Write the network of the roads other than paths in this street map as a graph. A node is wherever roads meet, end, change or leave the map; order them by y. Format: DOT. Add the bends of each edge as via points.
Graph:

----

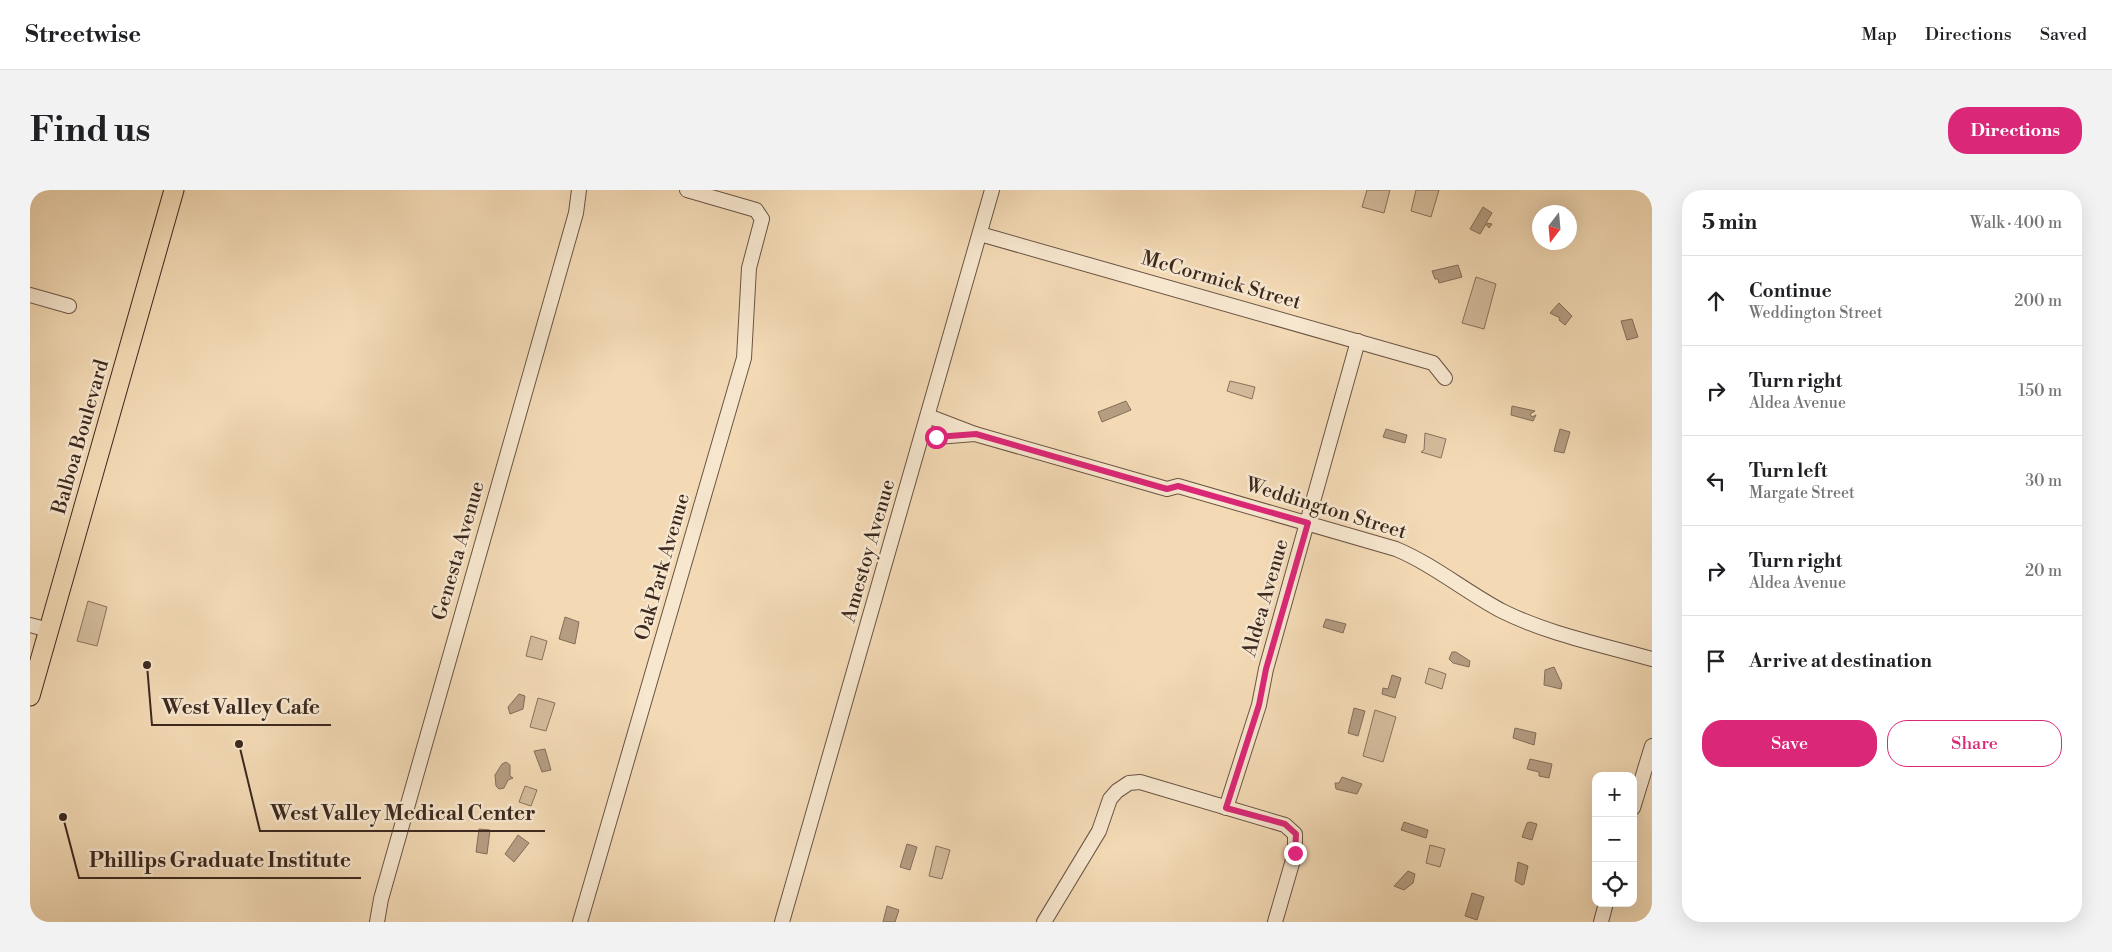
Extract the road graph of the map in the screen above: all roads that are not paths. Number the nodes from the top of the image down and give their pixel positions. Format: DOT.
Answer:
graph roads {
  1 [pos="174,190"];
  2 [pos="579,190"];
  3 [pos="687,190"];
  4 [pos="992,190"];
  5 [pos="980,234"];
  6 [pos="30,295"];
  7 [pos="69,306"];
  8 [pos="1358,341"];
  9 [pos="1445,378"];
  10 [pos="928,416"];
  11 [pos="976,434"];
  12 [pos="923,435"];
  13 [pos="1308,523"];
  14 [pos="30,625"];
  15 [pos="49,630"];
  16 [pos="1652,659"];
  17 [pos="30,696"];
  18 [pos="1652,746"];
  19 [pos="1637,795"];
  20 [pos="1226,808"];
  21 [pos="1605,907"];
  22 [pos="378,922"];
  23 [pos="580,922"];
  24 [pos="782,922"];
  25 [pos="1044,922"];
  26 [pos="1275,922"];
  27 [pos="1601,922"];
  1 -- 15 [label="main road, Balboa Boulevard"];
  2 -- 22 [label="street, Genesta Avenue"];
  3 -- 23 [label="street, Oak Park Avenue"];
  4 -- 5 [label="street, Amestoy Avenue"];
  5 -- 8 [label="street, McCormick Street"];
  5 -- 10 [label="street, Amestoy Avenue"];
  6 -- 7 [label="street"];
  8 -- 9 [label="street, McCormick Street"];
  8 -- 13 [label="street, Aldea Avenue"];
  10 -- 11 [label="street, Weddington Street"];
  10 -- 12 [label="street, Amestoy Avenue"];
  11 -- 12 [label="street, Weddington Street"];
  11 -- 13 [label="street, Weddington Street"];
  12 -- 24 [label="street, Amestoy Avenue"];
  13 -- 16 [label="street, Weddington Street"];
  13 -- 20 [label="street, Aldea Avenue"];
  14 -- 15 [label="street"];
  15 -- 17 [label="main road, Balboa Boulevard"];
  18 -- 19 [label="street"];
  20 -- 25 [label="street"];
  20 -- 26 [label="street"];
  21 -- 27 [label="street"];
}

----

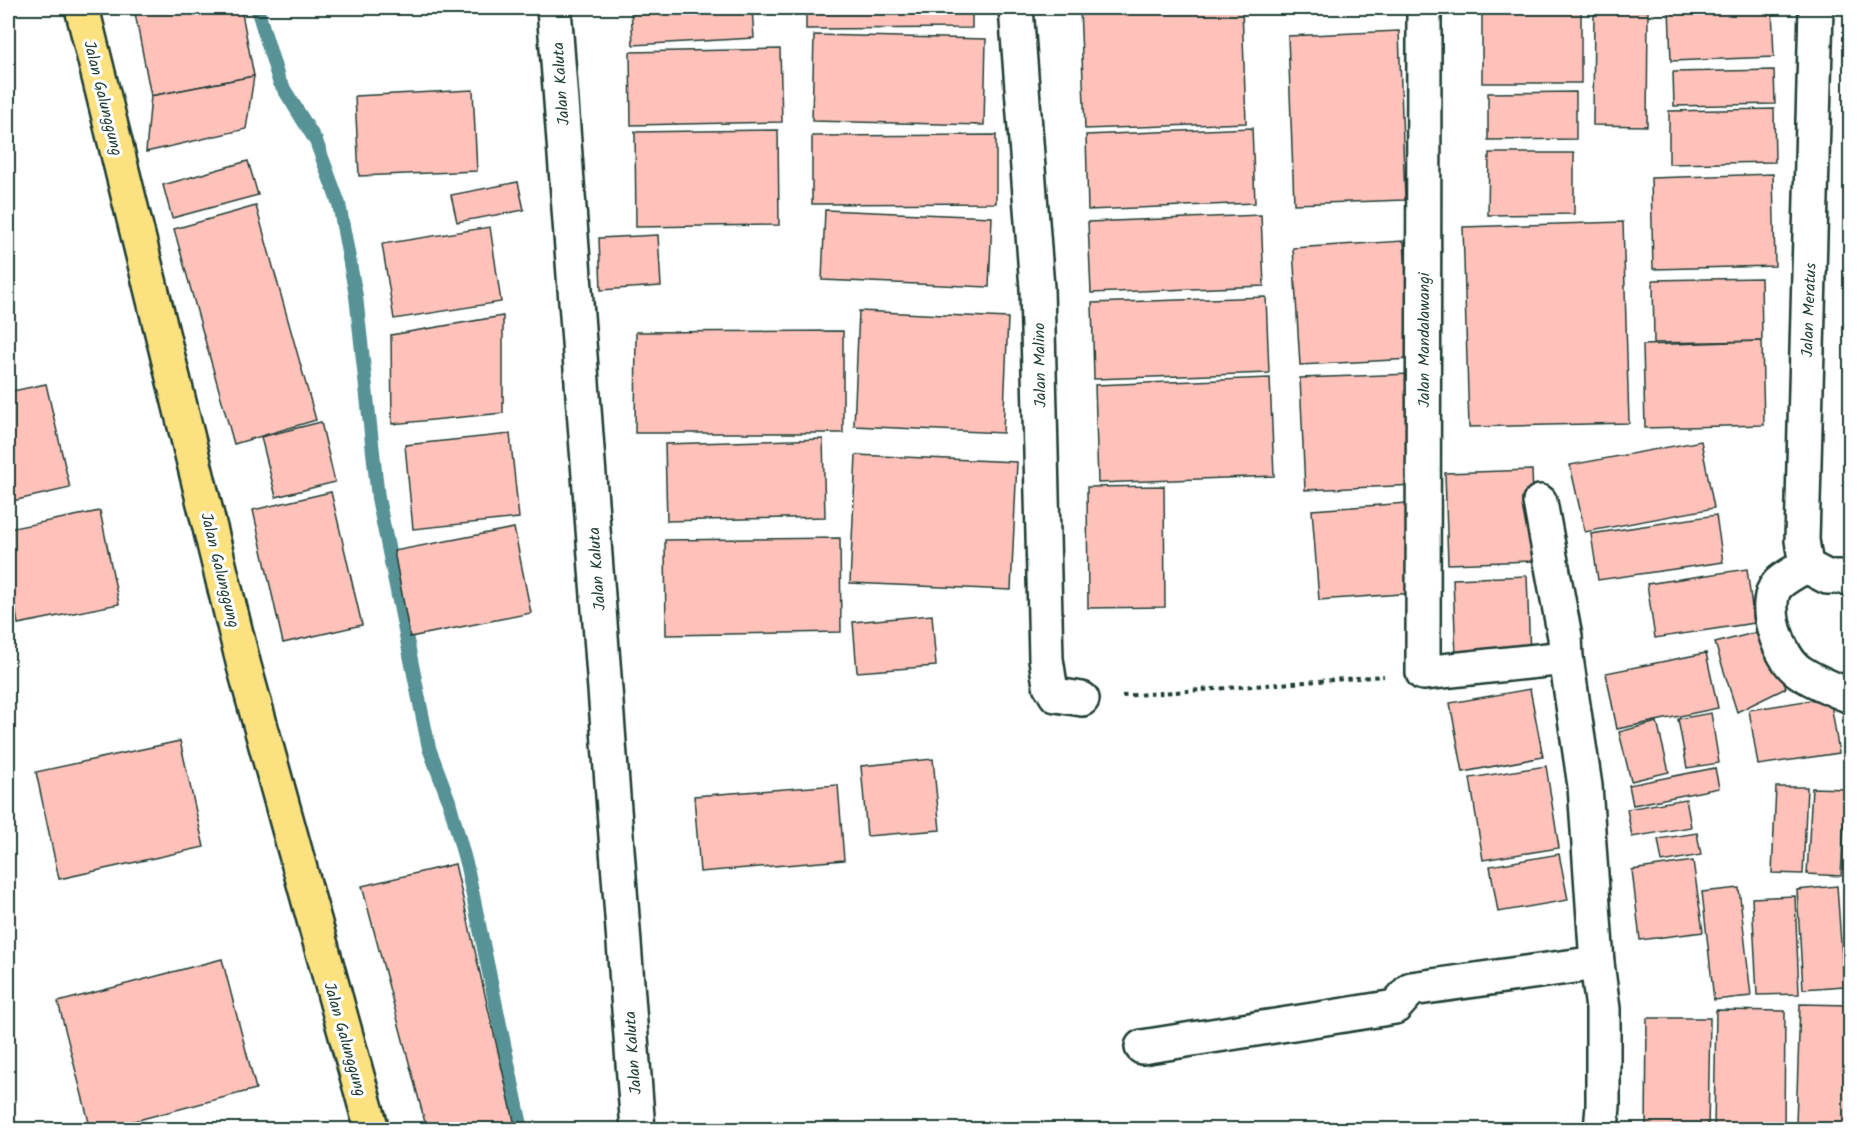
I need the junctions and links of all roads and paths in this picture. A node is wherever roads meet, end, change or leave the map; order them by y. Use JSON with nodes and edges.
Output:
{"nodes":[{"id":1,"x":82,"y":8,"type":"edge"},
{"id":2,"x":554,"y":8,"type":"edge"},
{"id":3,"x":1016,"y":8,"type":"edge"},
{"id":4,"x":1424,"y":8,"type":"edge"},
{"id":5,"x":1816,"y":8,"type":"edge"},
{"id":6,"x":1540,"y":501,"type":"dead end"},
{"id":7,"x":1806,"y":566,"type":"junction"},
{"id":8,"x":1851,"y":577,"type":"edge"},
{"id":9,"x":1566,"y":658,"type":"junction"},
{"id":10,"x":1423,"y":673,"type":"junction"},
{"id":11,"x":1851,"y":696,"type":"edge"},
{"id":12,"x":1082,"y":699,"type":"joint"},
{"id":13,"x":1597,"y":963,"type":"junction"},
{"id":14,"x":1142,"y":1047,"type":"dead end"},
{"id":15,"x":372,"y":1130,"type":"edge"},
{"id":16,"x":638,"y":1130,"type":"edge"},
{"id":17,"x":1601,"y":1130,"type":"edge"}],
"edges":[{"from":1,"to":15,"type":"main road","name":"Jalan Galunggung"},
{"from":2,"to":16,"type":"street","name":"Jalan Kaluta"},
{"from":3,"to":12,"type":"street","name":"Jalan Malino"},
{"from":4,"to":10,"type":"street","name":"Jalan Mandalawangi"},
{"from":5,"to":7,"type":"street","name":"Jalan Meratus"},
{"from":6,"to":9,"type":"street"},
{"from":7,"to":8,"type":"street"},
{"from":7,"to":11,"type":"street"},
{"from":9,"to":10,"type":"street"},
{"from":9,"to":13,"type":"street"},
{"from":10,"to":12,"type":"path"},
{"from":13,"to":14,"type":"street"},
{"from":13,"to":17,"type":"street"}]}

----

◆ Task description
Go through the listing above and copy each line where the string "this" appears.

◆ Reply
Write the network of the roads other than paths in this street map as a graph. A node is wherever roads meet, end, change or leave the map; order them by y. Format: DOT. Add the bends of each edge as via points.
I need the junctions and links of all roads and paths in this picture. A node is wherever roads meet, end, change or leave the map; order them by y. Use JSON with nodes and edges.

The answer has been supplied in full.